Religion as Object of Scientific Research compared to Religious Self-Perceptions

Cognitive science emphasizes the elementary meaning of analogies (Hofstadter/Sander 2013), especially the relevance of 'conceptual blending' (Fauconnier/Turner 2002). Since analogies serve to differentiate the unknown from the known („zur Bestimmung des Unbekannten aus dem Bekannten“, Track 1978: 644), they can bridge the limits of cognition. However, not only mental cognition but also social communication, including religion and science, work with analogies. The approach suggested in this project is based on this principle and its object – namely the modes of the formation and operation of religion – is defined by it. Both the research of religion and its object are based on the principle of generating analogies, even if they do not share the same starting and reference points.
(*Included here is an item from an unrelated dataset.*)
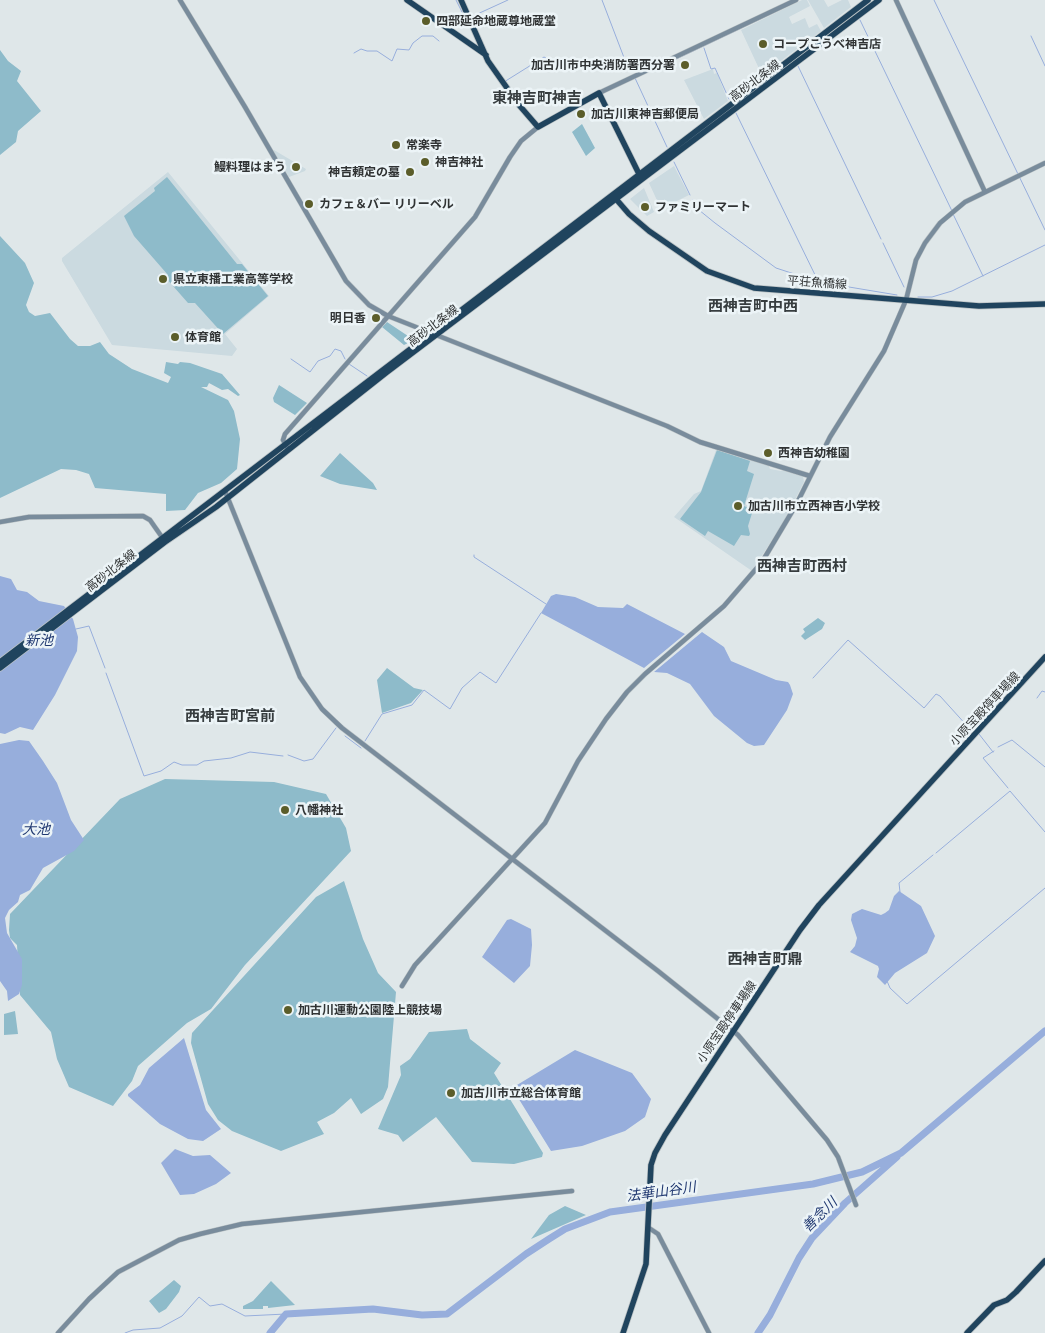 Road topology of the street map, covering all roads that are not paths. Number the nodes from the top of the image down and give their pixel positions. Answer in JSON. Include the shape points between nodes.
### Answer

Religious meaning perpetuates itself by way of other societal facts by generating analogies and transferring relevant information into a religious code. Similarly, the academic observation of religion is carried out qua analogies, which are converted into the academic system’s specific code. The oscillation of analog and digital data processing (Bateson 1987 [1972]: 213; Luhmann 1997: 101) makes it possible to produce correspondences between academic outside descriptions (observations on the second and third level) as well as from religious self-description (observations on the first and second level) without leveling the categorical differences between science and religion.